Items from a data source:
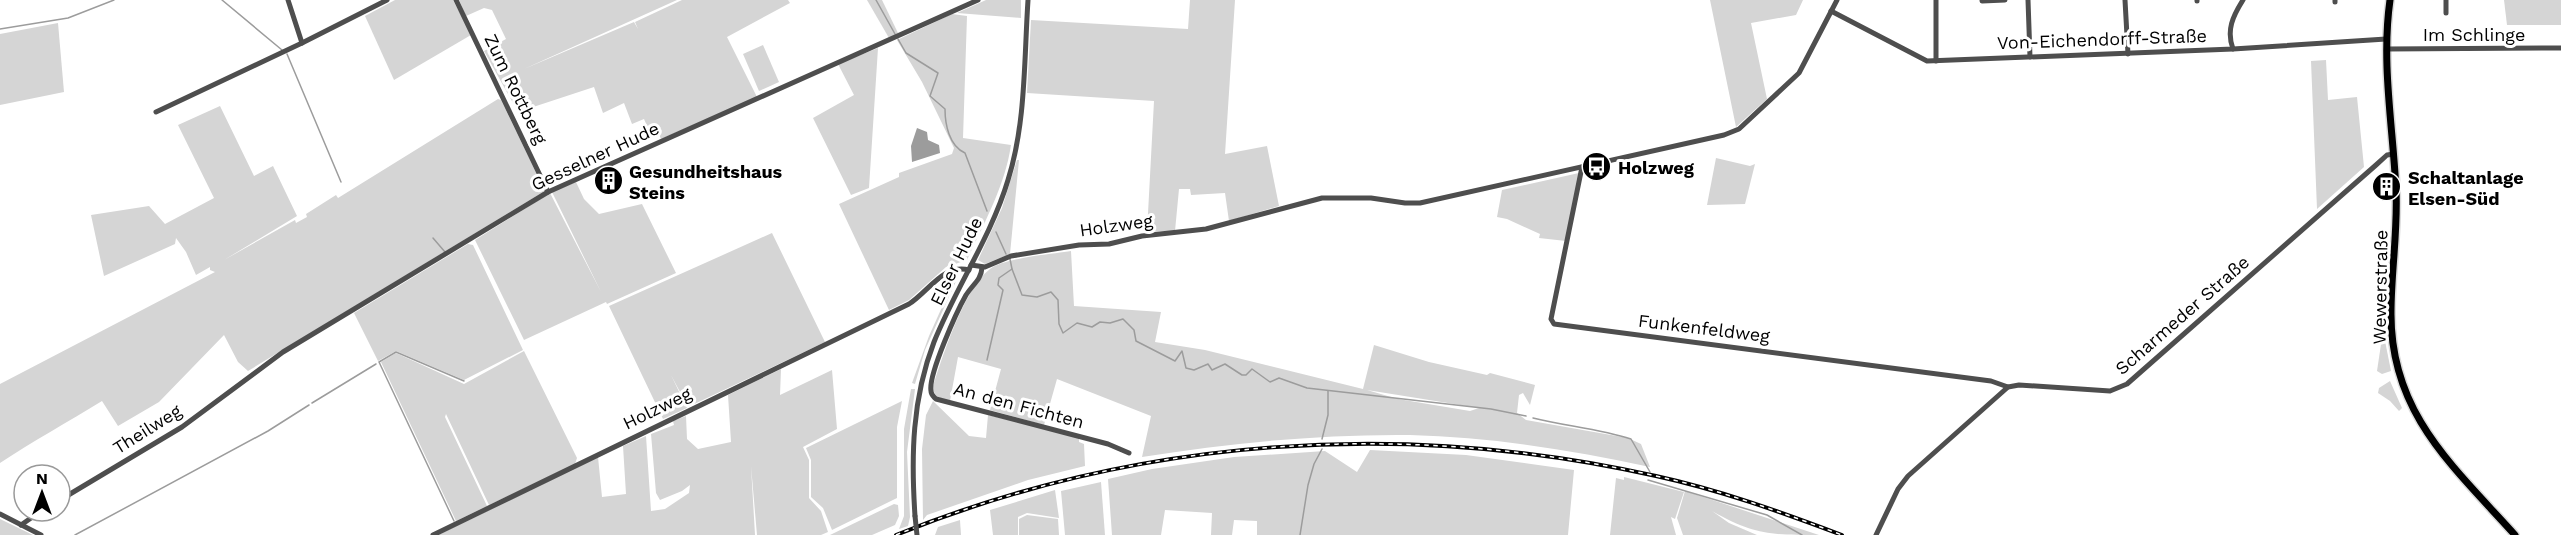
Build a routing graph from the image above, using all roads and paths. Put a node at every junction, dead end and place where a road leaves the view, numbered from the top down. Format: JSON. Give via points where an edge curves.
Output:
{"nodes":[{"id":1,"x":288,"y":0,"type":"edge"},
{"id":2,"x":387,"y":0,"type":"edge"},
{"id":3,"x":456,"y":0,"type":"edge"},
{"id":4,"x":978,"y":0,"type":"edge"},
{"id":5,"x":1028,"y":0,"type":"edge"},
{"id":6,"x":1837,"y":0,"type":"edge"},
{"id":7,"x":1936,"y":0,"type":"edge"},
{"id":8,"x":2006,"y":0,"type":"edge"},
{"id":9,"x":2028,"y":0,"type":"edge"},
{"id":10,"x":2125,"y":0,"type":"edge"},
{"id":11,"x":2243,"y":0,"type":"edge"},
{"id":12,"x":2390,"y":0,"type":"edge"},
{"id":13,"x":2446,"y":0,"type":"edge"},
{"id":14,"x":1982,"y":1,"type":"edge"},
{"id":15,"x":1831,"y":11,"type":"junction"},
{"id":16,"x":2446,"y":13,"type":"dead end"},
{"id":17,"x":2386,"y":39,"type":"junction"},
{"id":18,"x":302,"y":43,"type":"junction"},
{"id":19,"x":2561,"y":48,"type":"edge"},
{"id":20,"x":2233,"y":49,"type":"junction"},
{"id":21,"x":2387,"y":50,"type":"junction"},
{"id":22,"x":2128,"y":54,"type":"junction"},
{"id":23,"x":2030,"y":57,"type":"junction"},
{"id":24,"x":1936,"y":61,"type":"junction"},
{"id":25,"x":156,"y":112,"type":"dead end"},
{"id":26,"x":2394,"y":154,"type":"junction"},
{"id":27,"x":1582,"y":167,"type":"junction"},
{"id":28,"x":548,"y":192,"type":"junction"},
{"id":29,"x":970,"y":267,"type":"junction"},
{"id":30,"x":982,"y":268,"type":"junction"},
{"id":31,"x":246,"y":378,"type":"joint"},
{"id":32,"x":2008,"y":387,"type":"junction"},
{"id":33,"x":1129,"y":453,"type":"dead end"},
{"id":34,"x":72,"y":493,"type":"edge"},
{"id":35,"x":0,"y":514,"type":"edge"},
{"id":36,"x":24,"y":523,"type":"edge"},
{"id":37,"x":21,"y":525,"type":"junction"},
{"id":38,"x":41,"y":535,"type":"edge"},
{"id":39,"x":433,"y":535,"type":"edge"},
{"id":40,"x":916,"y":535,"type":"edge"},
{"id":41,"x":1876,"y":535,"type":"edge"},
{"id":42,"x":2515,"y":535,"type":"edge"}],
"edges":[{"from":1,"to":18,"type":"street"},
{"from":2,"to":18,"type":"street"},
{"from":3,"to":28,"type":"street","name":"Zum Rottberg"},
{"from":4,"to":28,"type":"street","name":"Gesselner Hude"},
{"from":5,"to":29,"type":"street","name":"Elser Hude","via":[[1015,153],[999,206]]},
{"from":6,"to":15,"type":"street","name":"Holzweg"},
{"from":7,"to":24,"type":"street"},
{"from":8,"to":14,"type":"street"},
{"from":9,"to":23,"type":"street"},
{"from":10,"to":22,"type":"street"},
{"from":11,"to":20,"type":"street","via":[[2231,24]]},
{"from":12,"to":17,"type":"main road","name":"Wewerstraße"},
{"from":13,"to":16,"type":"street"},
{"from":15,"to":24,"type":"street","name":"Von-Eichendorff-Straße","via":[[1927,61]]},
{"from":15,"to":27,"type":"street","name":"Holzweg","via":[[1799,73],[1736,131]]},
{"from":17,"to":20,"type":"street","name":"Von-Eichendorff-Straße"},
{"from":17,"to":21,"type":"main road","name":"Wewerstraße"},
{"from":18,"to":25,"type":"street"},
{"from":19,"to":21,"type":"street","name":"Im Schlinge"},
{"from":20,"to":22,"type":"street","name":"Von-Eichendorff-Straße"},
{"from":21,"to":26,"type":"main road","name":"Wewerstraße"},
{"from":22,"to":23,"type":"street","name":"Von-Eichendorff-Straße"},
{"from":23,"to":24,"type":"street","name":"Von-Eichendorff-Straße"},
{"from":26,"to":32,"type":"street","name":"Scharmeder Straße","via":[[2387,155],[2127,384],[2110,390]]},
{"from":26,"to":42,"type":"main road","name":"Wewerstraße","via":[[2391,321],[2398,373],[2426,433]]},
{"from":27,"to":30,"type":"street","name":"Holzweg","via":[[1420,203],[1322,198],[1206,230],[1011,256]]},
{"from":27,"to":32,"type":"street","name":"Funkenfeldweg","via":[[1551,319],[1554,324],[1991,381]]},
{"from":28,"to":31,"type":"street","name":"Gesselner Hude"},
{"from":29,"to":30,"type":"street","name":"Holzweg"},
{"from":29,"to":39,"type":"street","name":"Holzweg","via":[[948,271],[909,304]]},
{"from":29,"to":40,"type":"street","name":"Elser Hude","bridge":true,"via":[[934,342],[920,390],[912,451]]},
{"from":30,"to":33,"type":"street","name":"An den Fichten","via":[[981,277],[950,327],[931,394],[936,399],[1108,444]]},
{"from":31,"to":34,"type":"street","name":"Theilweg","via":[[182,427]]},
{"from":32,"to":41,"type":"street","via":[[1908,476]]},
{"from":35,"to":37,"type":"street"},
{"from":36,"to":37,"type":"street"},
{"from":37,"to":38,"type":"street"}]}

TASK STATEMENT. A complete answer reproduces every line of the records in which the word "Wewerstraße" occurs.

RESPONSE TO THIS EXERCISE.
{"from":12,"to":17,"type":"main road","name":"Wewerstraße"},
{"from":17,"to":21,"type":"main road","name":"Wewerstraße"},
{"from":21,"to":26,"type":"main road","name":"Wewerstraße"},
{"from":26,"to":42,"type":"main road","name":"Wewerstraße","via":[[2391,321],[2398,373],[2426,433]]},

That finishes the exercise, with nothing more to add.